Abstract
DNA double-strand (DSBs) breaks activate the DNA damage checkpoint machinery to pause or halt the cell cycle. Telomeres, the specific DNA-protein complexes at linear eukaryotic chromosome ends, are capped DSBs that do not activate DNA damage checkpoints. This "checkpoint privileged" status of telomeres was previously investigated in the yeast Schizosaccharomyces pombe lacking the major double-stranded telomere DNA binding protein Taz1. Telomeric DNA repeats in cells lacking Taz1 are 10 times longer than normal and contain single-stranded DNA regions. DNA damage checkpoint proteins associate with these damaged telomeres, but the DNA damage checkpoint is not activated. This severing of the DNA damage checkpoint signaling pathway was reported to stem from exclusion of histone H4 lysine 20 dimethylation (H4K20me2) from telomeric nucleosomes in both wild type cells and cells lacking Taz1. However, experiments to identify the mechanism of this exclusion failed, prompting our re-evaluation of H4K20me2 levels at telomeric chromatin. In this short report, we used an extensive series of controls to identify an antibody specific for the H4K20me2 modification and show that the level of this modification is the same at telomeres and internal loci in both wild type cells and those lacking Taz1. Consequently, telomeres must block activation of the DNA Damage Response by another mechanism that remains to be determined.
Highlights
Genome instability is a potentially lethal event for a eukaryotic cell, and a mutational force for genetic diseases such as cancer
Immunofluorescence co-localization results from Carneiro et al indicated that the ortholog of the human DNA damage checkpoint protein 53BP1 (Crb2) found at double-strand breaks (DSBs) was not recruited to telomeres[5]
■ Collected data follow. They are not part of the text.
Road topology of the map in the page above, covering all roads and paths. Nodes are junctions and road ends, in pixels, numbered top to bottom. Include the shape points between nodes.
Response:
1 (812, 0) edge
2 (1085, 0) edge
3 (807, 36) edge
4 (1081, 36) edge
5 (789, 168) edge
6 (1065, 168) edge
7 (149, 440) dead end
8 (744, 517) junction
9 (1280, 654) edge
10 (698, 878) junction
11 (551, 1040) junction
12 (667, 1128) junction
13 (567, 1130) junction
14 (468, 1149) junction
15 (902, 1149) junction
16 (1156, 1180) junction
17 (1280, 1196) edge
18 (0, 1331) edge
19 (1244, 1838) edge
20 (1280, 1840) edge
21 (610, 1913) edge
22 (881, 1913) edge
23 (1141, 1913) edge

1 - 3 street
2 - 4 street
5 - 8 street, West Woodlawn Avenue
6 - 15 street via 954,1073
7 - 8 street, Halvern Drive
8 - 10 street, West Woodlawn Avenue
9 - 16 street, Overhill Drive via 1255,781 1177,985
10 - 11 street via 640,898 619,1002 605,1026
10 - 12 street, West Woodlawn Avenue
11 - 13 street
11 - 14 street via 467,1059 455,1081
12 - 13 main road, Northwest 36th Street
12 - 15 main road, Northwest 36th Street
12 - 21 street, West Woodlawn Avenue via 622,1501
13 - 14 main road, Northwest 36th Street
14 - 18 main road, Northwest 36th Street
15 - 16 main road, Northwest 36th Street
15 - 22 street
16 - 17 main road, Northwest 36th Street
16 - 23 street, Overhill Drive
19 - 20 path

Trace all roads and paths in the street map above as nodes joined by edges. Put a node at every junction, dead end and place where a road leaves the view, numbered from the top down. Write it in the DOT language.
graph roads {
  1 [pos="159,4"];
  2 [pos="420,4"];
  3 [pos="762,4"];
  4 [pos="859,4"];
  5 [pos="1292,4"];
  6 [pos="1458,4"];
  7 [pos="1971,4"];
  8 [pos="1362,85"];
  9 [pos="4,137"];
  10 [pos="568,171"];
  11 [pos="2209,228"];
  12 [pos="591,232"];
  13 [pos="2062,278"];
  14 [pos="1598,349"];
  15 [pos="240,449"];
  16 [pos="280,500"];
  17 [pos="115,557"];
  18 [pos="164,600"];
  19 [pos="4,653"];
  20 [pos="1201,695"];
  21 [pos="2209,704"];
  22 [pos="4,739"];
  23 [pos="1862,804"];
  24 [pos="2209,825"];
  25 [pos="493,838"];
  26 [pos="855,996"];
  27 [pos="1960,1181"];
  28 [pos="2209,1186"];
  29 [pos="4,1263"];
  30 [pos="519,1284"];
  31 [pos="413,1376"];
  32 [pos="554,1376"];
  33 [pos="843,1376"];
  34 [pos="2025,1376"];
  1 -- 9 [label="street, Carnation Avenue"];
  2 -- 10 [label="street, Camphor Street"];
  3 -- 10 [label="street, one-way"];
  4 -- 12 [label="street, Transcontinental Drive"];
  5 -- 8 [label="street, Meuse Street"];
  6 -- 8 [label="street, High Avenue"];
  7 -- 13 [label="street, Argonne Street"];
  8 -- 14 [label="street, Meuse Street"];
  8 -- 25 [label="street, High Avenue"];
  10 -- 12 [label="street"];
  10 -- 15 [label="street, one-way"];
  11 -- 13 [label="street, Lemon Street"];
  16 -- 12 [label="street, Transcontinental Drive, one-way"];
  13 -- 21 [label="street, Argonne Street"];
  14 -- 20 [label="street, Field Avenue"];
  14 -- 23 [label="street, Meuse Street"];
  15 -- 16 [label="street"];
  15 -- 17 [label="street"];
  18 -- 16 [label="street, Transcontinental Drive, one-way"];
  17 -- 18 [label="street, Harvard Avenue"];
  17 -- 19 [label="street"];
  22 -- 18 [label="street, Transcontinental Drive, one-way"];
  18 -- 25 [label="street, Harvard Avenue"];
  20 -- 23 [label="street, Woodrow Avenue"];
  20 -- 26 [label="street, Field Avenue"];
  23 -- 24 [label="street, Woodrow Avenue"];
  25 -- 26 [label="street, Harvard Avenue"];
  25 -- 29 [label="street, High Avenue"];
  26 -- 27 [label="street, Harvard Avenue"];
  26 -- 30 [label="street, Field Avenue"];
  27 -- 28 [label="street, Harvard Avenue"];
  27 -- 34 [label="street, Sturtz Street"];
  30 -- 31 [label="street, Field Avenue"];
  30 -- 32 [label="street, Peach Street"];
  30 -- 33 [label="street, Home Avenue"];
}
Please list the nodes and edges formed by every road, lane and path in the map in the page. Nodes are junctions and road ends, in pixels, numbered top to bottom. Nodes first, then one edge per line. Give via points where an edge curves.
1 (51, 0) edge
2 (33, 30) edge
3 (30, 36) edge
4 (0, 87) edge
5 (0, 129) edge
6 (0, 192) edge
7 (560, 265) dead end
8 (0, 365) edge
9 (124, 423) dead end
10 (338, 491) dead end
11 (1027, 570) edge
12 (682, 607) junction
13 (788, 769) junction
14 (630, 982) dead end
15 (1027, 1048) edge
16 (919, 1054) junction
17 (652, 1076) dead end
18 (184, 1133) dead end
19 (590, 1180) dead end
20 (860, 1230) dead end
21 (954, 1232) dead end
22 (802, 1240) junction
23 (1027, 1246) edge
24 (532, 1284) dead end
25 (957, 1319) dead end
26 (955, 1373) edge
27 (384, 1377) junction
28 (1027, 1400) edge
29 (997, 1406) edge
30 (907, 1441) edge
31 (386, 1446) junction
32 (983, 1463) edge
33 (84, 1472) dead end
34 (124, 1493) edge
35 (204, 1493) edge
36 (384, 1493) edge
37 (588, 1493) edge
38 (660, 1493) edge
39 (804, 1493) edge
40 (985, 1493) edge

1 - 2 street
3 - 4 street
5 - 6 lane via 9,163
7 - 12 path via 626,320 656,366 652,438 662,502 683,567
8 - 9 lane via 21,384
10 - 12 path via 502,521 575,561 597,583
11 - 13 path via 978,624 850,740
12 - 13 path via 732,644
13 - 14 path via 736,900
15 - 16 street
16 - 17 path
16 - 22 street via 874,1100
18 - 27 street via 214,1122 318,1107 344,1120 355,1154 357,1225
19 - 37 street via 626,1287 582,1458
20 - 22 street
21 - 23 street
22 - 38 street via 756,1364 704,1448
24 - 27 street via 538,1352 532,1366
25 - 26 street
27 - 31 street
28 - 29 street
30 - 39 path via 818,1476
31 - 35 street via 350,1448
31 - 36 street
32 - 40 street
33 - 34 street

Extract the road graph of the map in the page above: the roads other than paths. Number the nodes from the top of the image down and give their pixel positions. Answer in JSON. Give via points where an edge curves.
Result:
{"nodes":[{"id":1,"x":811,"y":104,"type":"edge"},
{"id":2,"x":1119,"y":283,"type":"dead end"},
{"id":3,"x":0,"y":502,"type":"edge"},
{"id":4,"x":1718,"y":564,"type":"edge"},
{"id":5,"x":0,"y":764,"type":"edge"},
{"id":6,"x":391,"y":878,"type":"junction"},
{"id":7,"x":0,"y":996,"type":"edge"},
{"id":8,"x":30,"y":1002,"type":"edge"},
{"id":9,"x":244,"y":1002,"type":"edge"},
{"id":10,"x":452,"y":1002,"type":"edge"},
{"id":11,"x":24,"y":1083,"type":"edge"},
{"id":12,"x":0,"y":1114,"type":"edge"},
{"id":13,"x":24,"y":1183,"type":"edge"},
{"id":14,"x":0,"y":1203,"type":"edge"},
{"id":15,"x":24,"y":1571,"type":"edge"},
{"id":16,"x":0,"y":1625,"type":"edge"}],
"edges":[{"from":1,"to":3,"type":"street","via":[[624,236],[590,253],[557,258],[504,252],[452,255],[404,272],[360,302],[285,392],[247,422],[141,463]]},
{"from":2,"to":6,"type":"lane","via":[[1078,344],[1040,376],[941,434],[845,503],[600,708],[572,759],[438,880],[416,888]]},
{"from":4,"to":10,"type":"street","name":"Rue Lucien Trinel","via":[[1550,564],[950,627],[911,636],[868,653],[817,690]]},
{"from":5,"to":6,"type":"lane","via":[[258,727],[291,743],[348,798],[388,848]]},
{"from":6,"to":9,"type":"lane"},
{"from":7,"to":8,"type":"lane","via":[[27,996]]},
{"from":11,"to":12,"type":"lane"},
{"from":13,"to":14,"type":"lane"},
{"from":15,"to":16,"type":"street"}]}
We found that H4K20me[2] levels are similar at all three loci in wild type and taz1∆ cells, and clearly distinguishable from the set9∆ and H4K20R negative controls (Figure 1B)
Summary
Genome instability is a potentially lethal event for a eukaryotic cell, and a mutational force for genetic diseases such as cancer. DNA double-strand breaks (DSBs) can drive genome instability and are sensed by the DNA damage checkpoint, a defined set of evolutionarily-conserved proteins that bind the DSB to signal a pause or arrest of the cell cycle[1] and recruit proteins to repair the DNA lesion[2,3]. Carneiro et al presented data that H4K20me[2] was depleted near telomeres in wild type and taz1∆ cells, suggesting a mechanism for checkpoint suppression[5]. Efforts to pursue this exciting result by ourselves and others failed. We carefully re-evaluated the presence of H4K20me[2] at different chromosomal loci, and found that H4K20me[2] is not depleted near telomeres, indicating that checkpoint suppression occurs by some other mechanism(s)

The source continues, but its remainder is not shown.